しかし、第2次日英同盟には自動参戦条項はなく、当該同盟の適用範囲はインドを西端としたアジア地域に限定されていた。

実際、8月1日にイギリスから日英同盟は適用されないと伝達があり、3日に覚書を受領、そしてニッポンは8月4日に中立を宣言したわけだ。

むしろイギリスも(参考までにアメリカも)、ニッポンがドイツ第二帝国に宣戦布告して第一次世界大戦に参戦することを望んでいなかった。ニッポンがドイツがアジアに保有する植民地を獲得することを懸念したのだ。オーストラリアとニュージーランドも懸念を表明していた。

実際、イギリスは、ニッポンに対し、「参戦しないままドイツの巡洋艦を攻撃してくれ」と要請してみたり、参戦の一時延期を要請したり、上記攻撃要請を撤回したり、ニッポンが参戦意思を固めるとニッポンの交戦範囲をチャイナ沿岸に限定しようとしたり、した様だ。

ニッポンの大隈重信首相と外務大臣加藤高明は、国益の観点から参戦を主張し、ドイツ第二帝国への宣戦布告を行い、参戦範囲を特に限定せずに参戦することを閣議決定した。大隈首相は8日に那須御用邸において大正天皇に上奏を行なった。

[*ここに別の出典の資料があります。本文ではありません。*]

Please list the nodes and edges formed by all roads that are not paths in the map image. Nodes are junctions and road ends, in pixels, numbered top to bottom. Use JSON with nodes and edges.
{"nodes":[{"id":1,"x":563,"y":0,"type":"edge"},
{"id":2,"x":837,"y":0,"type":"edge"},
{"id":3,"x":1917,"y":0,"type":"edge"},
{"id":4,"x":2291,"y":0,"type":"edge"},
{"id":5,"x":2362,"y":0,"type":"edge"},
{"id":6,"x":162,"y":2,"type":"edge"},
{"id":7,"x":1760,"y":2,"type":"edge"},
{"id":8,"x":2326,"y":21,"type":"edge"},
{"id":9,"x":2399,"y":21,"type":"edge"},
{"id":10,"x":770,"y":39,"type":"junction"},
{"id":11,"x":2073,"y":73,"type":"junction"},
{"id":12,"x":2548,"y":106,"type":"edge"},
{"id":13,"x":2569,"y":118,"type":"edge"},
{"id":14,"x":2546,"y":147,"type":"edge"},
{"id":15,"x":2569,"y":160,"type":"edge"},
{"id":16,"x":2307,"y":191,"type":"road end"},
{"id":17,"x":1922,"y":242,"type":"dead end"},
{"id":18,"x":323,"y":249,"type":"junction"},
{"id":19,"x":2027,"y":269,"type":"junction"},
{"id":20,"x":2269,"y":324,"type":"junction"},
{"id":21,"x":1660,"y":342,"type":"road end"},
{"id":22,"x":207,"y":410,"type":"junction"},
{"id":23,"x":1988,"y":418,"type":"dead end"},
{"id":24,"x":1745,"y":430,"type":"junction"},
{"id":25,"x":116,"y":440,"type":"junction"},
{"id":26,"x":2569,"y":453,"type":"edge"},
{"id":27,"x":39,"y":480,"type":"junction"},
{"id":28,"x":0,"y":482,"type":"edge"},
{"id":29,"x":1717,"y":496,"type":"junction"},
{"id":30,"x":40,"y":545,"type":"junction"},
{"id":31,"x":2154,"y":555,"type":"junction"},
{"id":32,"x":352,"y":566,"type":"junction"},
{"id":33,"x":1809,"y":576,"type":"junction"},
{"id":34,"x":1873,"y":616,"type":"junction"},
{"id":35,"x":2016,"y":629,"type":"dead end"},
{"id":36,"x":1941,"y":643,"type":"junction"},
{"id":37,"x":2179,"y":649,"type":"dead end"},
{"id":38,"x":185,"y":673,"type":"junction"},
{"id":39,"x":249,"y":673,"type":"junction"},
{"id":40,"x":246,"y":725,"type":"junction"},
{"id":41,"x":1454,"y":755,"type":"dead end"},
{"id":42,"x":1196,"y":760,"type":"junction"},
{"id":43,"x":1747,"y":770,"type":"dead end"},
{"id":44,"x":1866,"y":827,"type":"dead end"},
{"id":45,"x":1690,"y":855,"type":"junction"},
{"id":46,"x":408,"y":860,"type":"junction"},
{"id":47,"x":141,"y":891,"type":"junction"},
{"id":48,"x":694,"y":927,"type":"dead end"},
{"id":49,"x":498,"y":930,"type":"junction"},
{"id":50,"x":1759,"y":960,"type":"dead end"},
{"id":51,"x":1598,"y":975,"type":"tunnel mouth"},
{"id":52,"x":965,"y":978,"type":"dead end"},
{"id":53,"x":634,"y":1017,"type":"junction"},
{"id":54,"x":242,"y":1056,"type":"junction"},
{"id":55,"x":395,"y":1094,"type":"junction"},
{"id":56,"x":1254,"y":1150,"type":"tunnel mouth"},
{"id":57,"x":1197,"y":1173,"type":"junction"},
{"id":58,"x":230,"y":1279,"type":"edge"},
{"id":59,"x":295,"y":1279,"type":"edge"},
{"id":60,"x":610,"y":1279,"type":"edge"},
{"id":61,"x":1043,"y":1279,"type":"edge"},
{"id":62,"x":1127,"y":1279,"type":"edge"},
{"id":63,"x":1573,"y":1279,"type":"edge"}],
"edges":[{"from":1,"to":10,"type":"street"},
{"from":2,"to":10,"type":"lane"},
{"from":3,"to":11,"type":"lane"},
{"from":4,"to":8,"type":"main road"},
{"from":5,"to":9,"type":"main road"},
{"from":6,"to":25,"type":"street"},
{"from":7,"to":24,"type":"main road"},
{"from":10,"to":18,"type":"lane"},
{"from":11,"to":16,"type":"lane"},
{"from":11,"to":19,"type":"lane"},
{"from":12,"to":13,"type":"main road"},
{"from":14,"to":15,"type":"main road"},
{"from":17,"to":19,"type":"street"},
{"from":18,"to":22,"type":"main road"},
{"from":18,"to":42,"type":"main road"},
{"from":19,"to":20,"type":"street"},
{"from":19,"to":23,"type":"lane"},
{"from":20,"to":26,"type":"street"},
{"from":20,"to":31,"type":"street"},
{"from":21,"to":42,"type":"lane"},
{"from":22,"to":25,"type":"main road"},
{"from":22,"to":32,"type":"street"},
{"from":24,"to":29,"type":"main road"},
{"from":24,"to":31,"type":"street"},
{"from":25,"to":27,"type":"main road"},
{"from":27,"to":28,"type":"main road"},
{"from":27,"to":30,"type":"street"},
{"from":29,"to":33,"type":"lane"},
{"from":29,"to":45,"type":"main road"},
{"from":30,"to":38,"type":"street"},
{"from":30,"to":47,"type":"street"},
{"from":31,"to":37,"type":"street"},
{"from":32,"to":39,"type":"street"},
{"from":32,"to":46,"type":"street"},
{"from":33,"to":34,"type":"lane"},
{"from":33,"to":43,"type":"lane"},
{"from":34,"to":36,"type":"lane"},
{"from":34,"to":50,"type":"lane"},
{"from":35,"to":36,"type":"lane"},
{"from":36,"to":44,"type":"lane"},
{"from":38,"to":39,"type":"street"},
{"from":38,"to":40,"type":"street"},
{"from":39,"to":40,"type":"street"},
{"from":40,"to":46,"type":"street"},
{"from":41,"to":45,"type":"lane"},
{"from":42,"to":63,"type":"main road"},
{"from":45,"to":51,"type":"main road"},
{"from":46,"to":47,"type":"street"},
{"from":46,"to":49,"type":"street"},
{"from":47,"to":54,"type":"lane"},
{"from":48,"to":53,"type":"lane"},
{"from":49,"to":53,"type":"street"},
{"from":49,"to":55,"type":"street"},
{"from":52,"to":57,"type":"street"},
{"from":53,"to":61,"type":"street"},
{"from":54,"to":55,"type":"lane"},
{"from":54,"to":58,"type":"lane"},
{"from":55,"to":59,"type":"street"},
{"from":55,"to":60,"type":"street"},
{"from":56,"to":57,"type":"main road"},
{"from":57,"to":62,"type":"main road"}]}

イギリスは最終的にニッポンの参戦を了解したが、「膠州湾租借地を中国へ返還させる目的で一時的に日本に交付せよ」との条件をドイツ第二帝国に対する最後通牒に記載し、大隈首相は「領土的野心はない」との言質をイギリスに与えた。

この様に、すったもんだの末に、ニッポンはドイツ第二帝国に対して8月15日最後通牒を発し、8月23日宣戦布告した。直接国防に関係のない「欧州大戦」への参戦に異論もあったため、異例とも言える1週間の回答期限を設けたそうだ。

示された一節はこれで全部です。